POLITICS, IDENTITY, AND CLASS CERTIFICATION ON THE U.S. COURTS OF APPEALS.

AuthorBurbank, Stephen B.

This Article draws on novel data and presents the results of the first empirical analysis of how potentially salient characteristics of Court of Appeals judges influence class certification under Rule 23 of the Federal Rules of Civil Procedure. We find that the ideological composition of the panel (measured by the party of the appointing president) has a very strong association with certification outcomes, with all-Democratic panels having dramatically higher rates of procertification outcomes than all-Republican panels--nearly triple in about the past twenty years.
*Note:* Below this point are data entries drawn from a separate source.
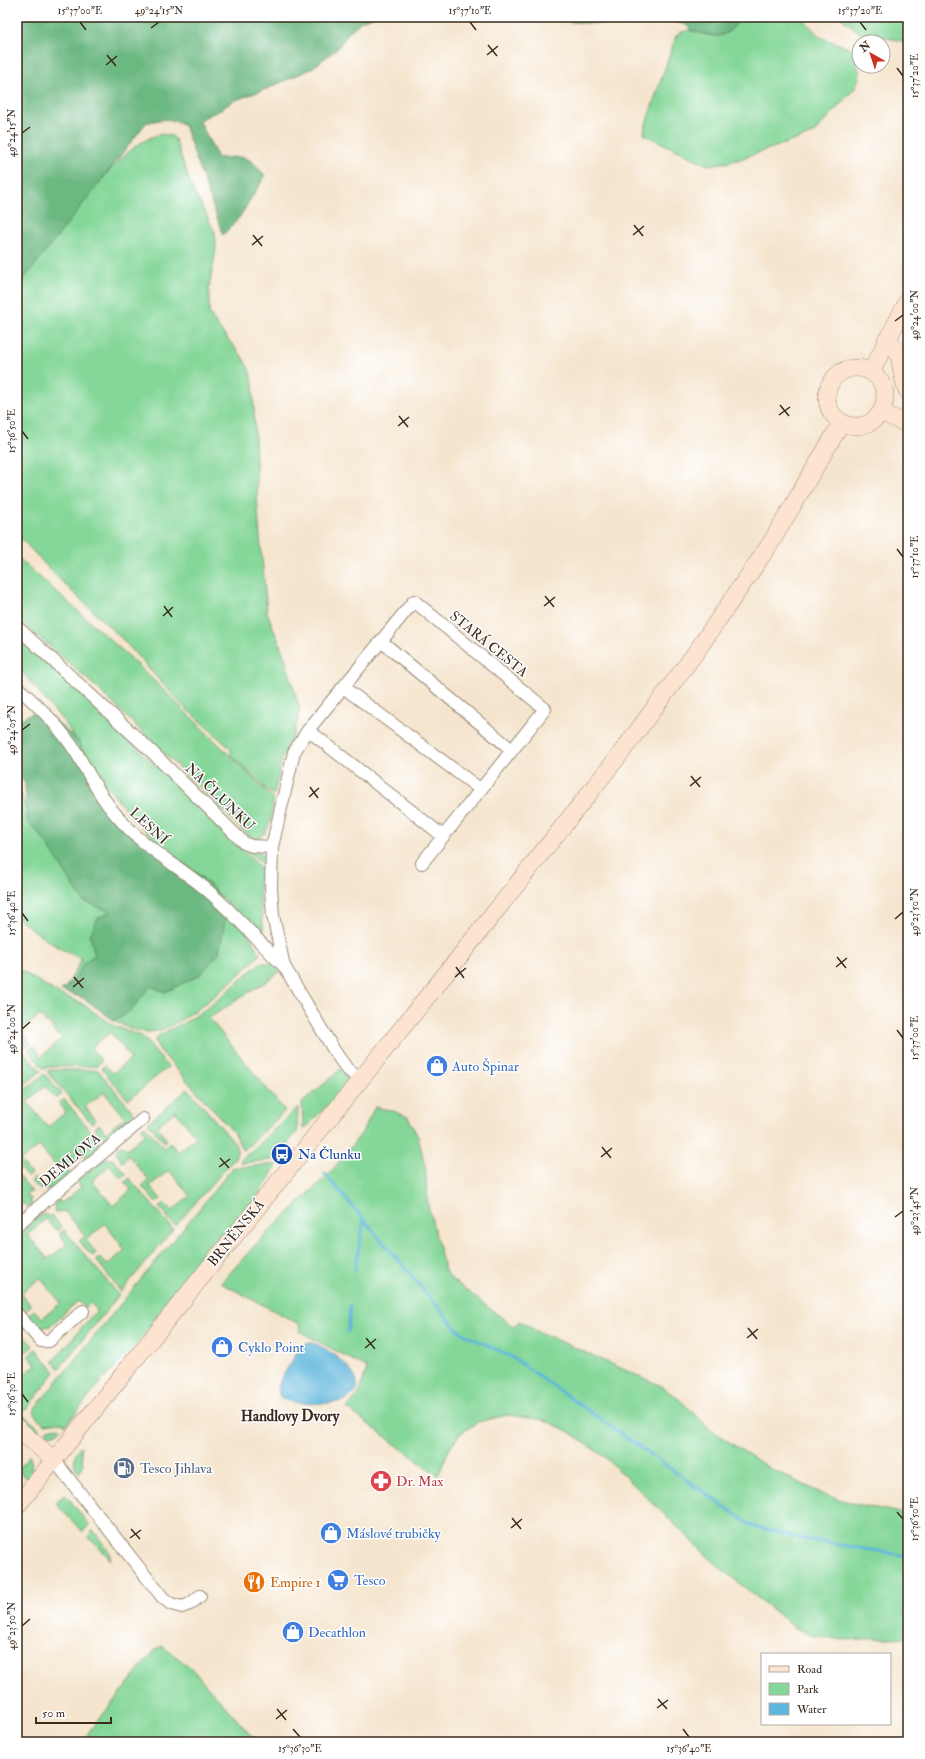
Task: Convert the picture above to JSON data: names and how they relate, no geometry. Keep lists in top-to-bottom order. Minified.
{"streets":{"main road":["BRNĚNSKÁ"],"street":["STARÁ CESTA","NA ČLUNKU","LESNÍ","DEMLOVA"]},"crossings":[["STARÁ CESTA","NA ČLUNKU"]],"districts":["Handlovy Dvory"],"places":{"shop":["Auto Špinar","Cyklo Point","Máslové trubičky","Decathlon"],"bus stop":["Na Člunku"],"fuel station":["Tesco Jihlava"],"pharmacy":["Dr. Max"],"supermarket":["Tesco"],"restaurant":["Empire 1"]},"legend":["Road","Park","Water"],"scale_bar":"50 m","north":"top left","coordinates":["15°37'00\"E","49°24'15\"N","15°37'10\"E","15°37'20\"E","49°24'00\"N","15°36'50\"E","49°24'05\"N","49°23'50\"N","15°36'40\"E","49°23'45\"N","15°36'30\"E"]}
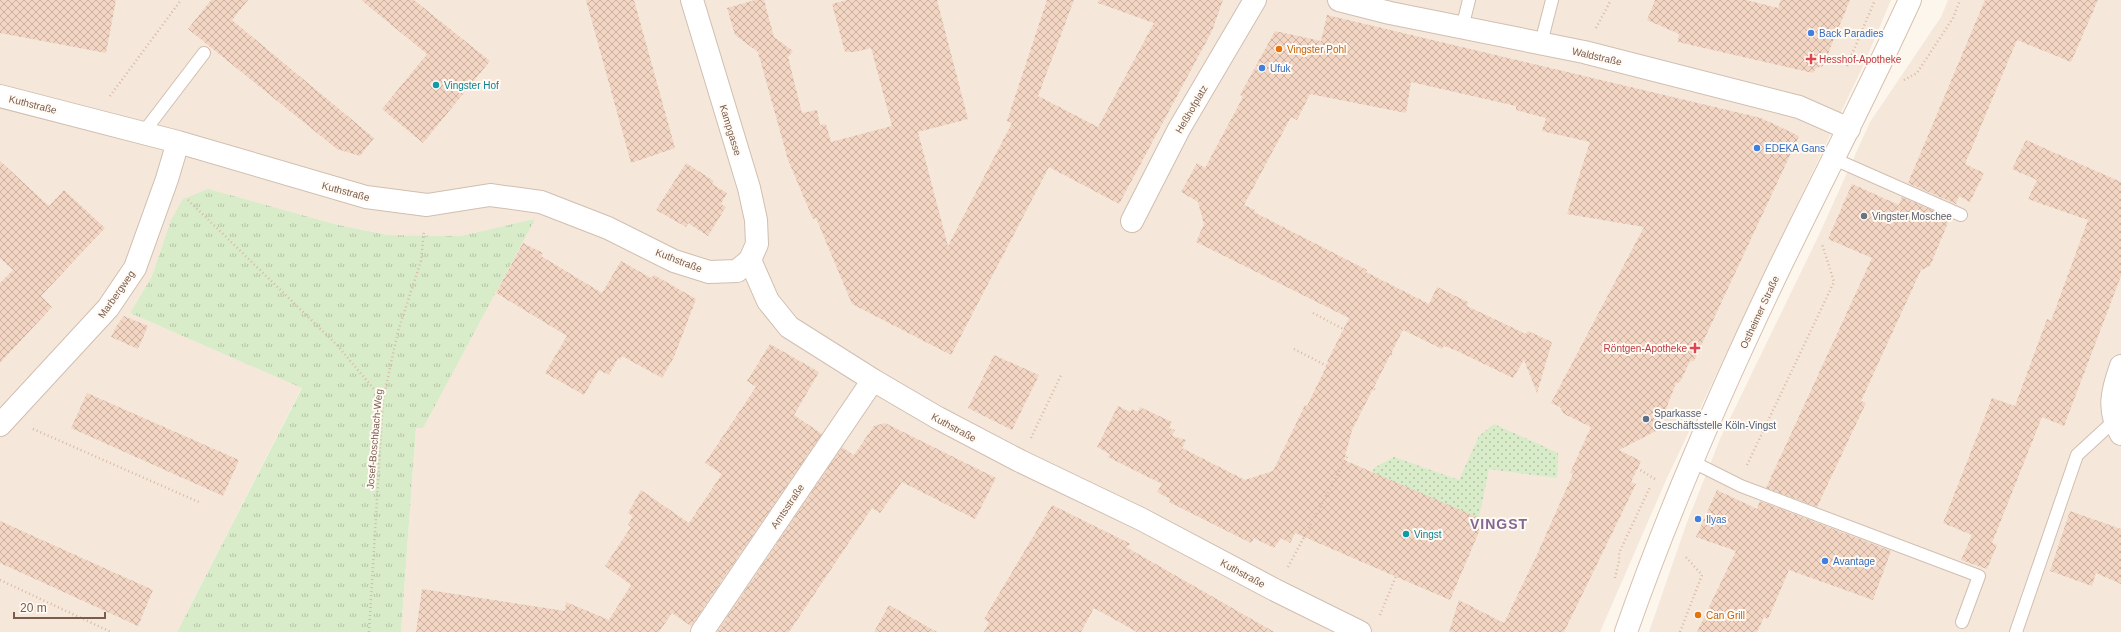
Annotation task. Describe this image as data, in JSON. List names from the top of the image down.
{
  "streets": {
    "street": [
      "Waldstraße",
      "Kuthstraße",
      "Heßhofplatz",
      "Kampgasse",
      "Marbergweg",
      "Ostheimer Straße",
      "Amtsstraße"
    ],
    "path": ["Josef-Boschbach-Weg"]
  },
  "crossings": [
    ["Waldstraße", "Ostheimer Straße"],
    ["Kuthstraße", "Kampgasse"],
    ["Kuthstraße", "Marbergweg"],
    ["Kuthstraße", "Josef-Boschbach-Weg"],
    ["Kuthstraße", "Amtsstraße"]
  ],
  "districts": ["VINGST"],
  "places": {
    "other": [
      "Back Paradies",
      "Vingster Pohl",
      "Ufuk",
      "Vingster Hof",
      "EDEKA Gans",
      "Vingster Moschee",
      "Sparkasse - Geschäftsstelle Köln-Vingst",
      "Ilyas",
      "Vingst",
      "Avantage",
      "Can Grill"
    ],
    "health": ["Hesshof-Apotheke", "Röntgen-Apotheke"]
  },
  "scale_bar": "20 m"
}
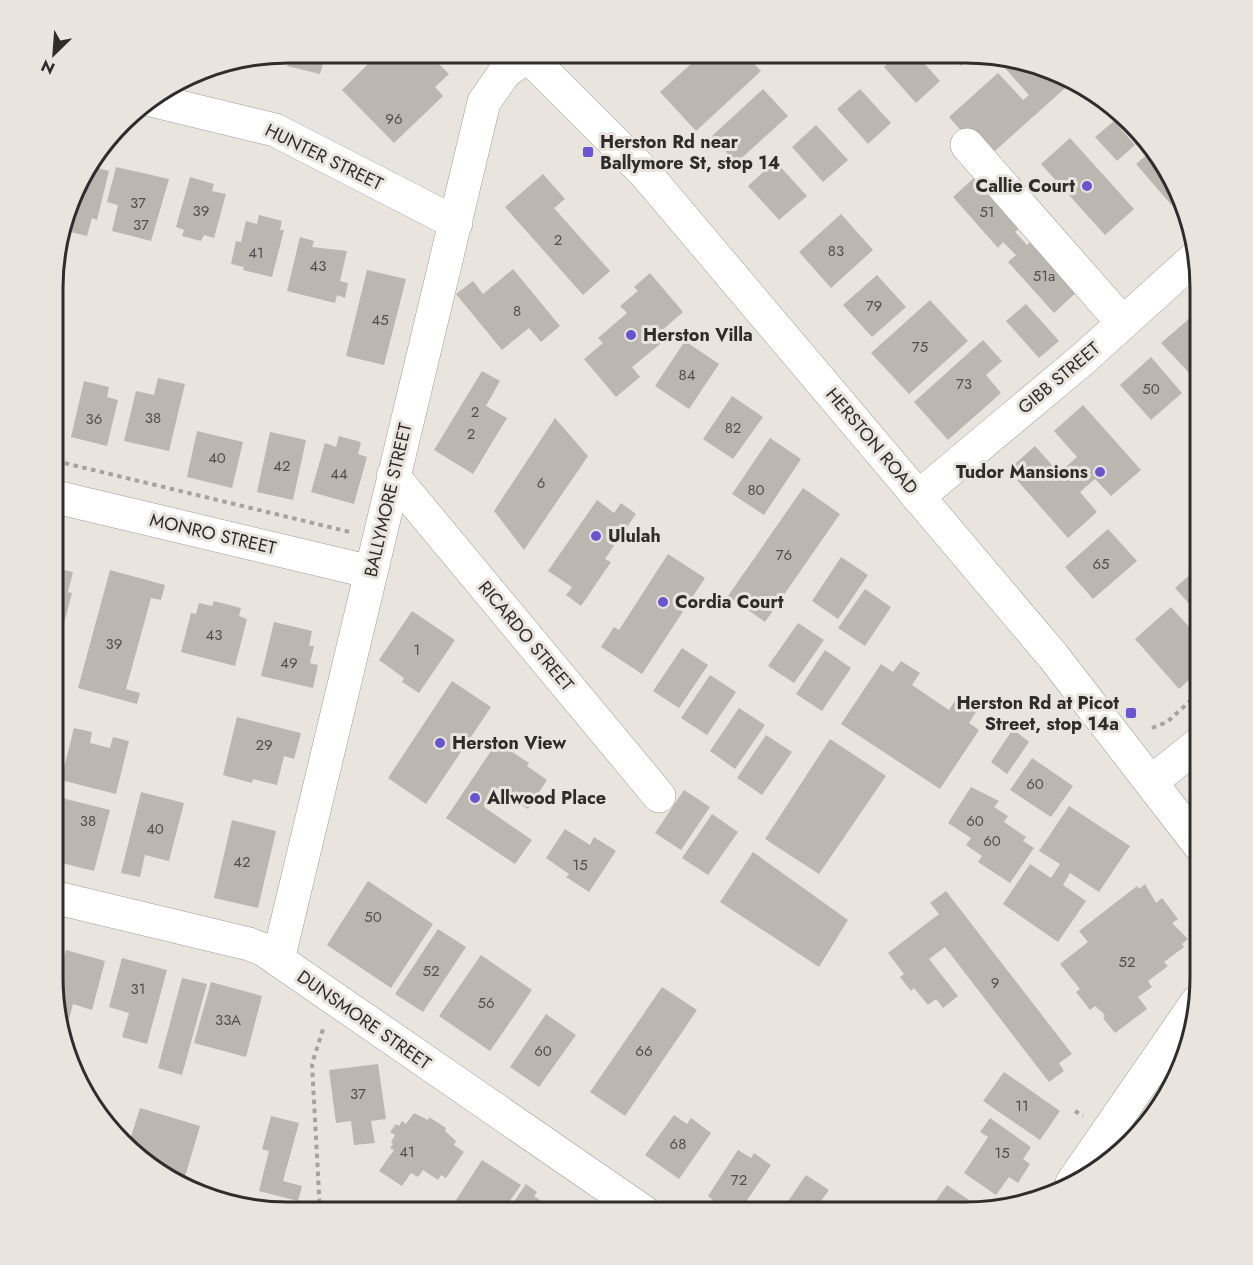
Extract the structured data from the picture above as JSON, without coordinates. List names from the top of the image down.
{
  "streets": {
    "street": [
      "HUNTER STREET",
      "GIBB STREET",
      "HERSTON ROAD",
      "BALLYMORE STREET",
      "MONRO STREET",
      "RICARDO STREET",
      "DUNSMORE STREET"
    ]
  },
  "crossings": [
    ["HUNTER STREET", "BALLYMORE STREET"],
    ["GIBB STREET", "HERSTON ROAD"],
    ["BALLYMORE STREET", "MONRO STREET"],
    ["BALLYMORE STREET", "RICARDO STREET"],
    ["BALLYMORE STREET", "DUNSMORE STREET"]
  ],
  "places": {
    "transit": ["Herston Rd near Ballymore St, stop 14", "Herston Rd at Picot Street, stop 14a"],
    "other": [
      "Callie Court",
      "Herston Villa",
      "Tudor Mansions",
      "Ululah",
      "Cordia Court",
      "Herston View",
      "Allwood Place"
    ]
  },
  "house_numbers": [
    "96",
    "37",
    "39",
    "51",
    "37",
    "2",
    "83",
    "41",
    "43",
    "51a",
    "79",
    "8",
    "45",
    "75",
    "84",
    "73",
    "50",
    "2",
    "38",
    "36",
    "82",
    "2",
    "40",
    "42",
    "44",
    "6",
    "80",
    "76",
    "65",
    "43",
    "39",
    "1",
    "49",
    "29",
    "60",
    "38",
    "60",
    "40",
    "60",
    "42",
    "15",
    "50",
    "52",
    "52",
    "9",
    "31",
    "56",
    "33A",
    "60",
    "66",
    "37",
    "11",
    "68",
    "41",
    "15",
    "72"
  ],
  "north": "bottom left"
}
We also find that the presence of one African American on a panel, and the presence of two women (but not one), is associated with procertification outcomes.

Our results show that, contrary to conventional wisdom in scholarship on diversity on the Courts of Appeals, the impact of diversity extends beyond conceptions of "women's issues" or "minority issues." The consequences of gender and racial diversity on the bench, through application and elaboration of certification law, radiate widely across the legal landscape, influencing implementation in such areas as consumer, securities, labor and employment, antitrust, insurance, product liability, environmental, and many other areas of law. In considering possible explanations for our findings on the procertification preferences of women and African Americans, we note that class action doctrine, as transsubstantive procedural law, traverses many policy areas. As strategic actors, it would be rational for judges to take into consideration how class-certification doctrine in a case that does not implicate issues on which they have distinctive preferences might affect certification in cases that do. Alternatively, or in addition, our results may be the first evidence that transsubstantive procedural law affecting access to justice is itself a policy domain in which women and African Americans have distinctive preferences. In either case, the results highlight the importance of exploring the effects of diversity on transsubstantive procedural law more generally.

Our findings on gender panel effects in particular are novel in the literature on panel effects and the literature on gender and judging. Past work focusing on substantive antidiscrimination law found that one woman can influence the votes of men in the majority (mirroring what we find with respect to African Americans in class-certification decisions). These results allowed for optimism that the panel structure--which threatens to dilute the influence of underrepresented groups on the bench because they are infrequently in the panel majority--actually facilitates minority influence, whether through deliberation, cue taking, bargaining, or some other mechanism.

Our gender results are quite different and normatively troubling. We observe that women have substantially more procertification preferences based on outcomes when they are in the majority. However, panels with one woman are not more likely to yield procertification outcomes. Panels with women in the majority occur at sharply lower rates than women's percentage of judgeships, and thus certification doctrine underrepresents their preferences relative to their share of judgeships and overrepresents those of male judges.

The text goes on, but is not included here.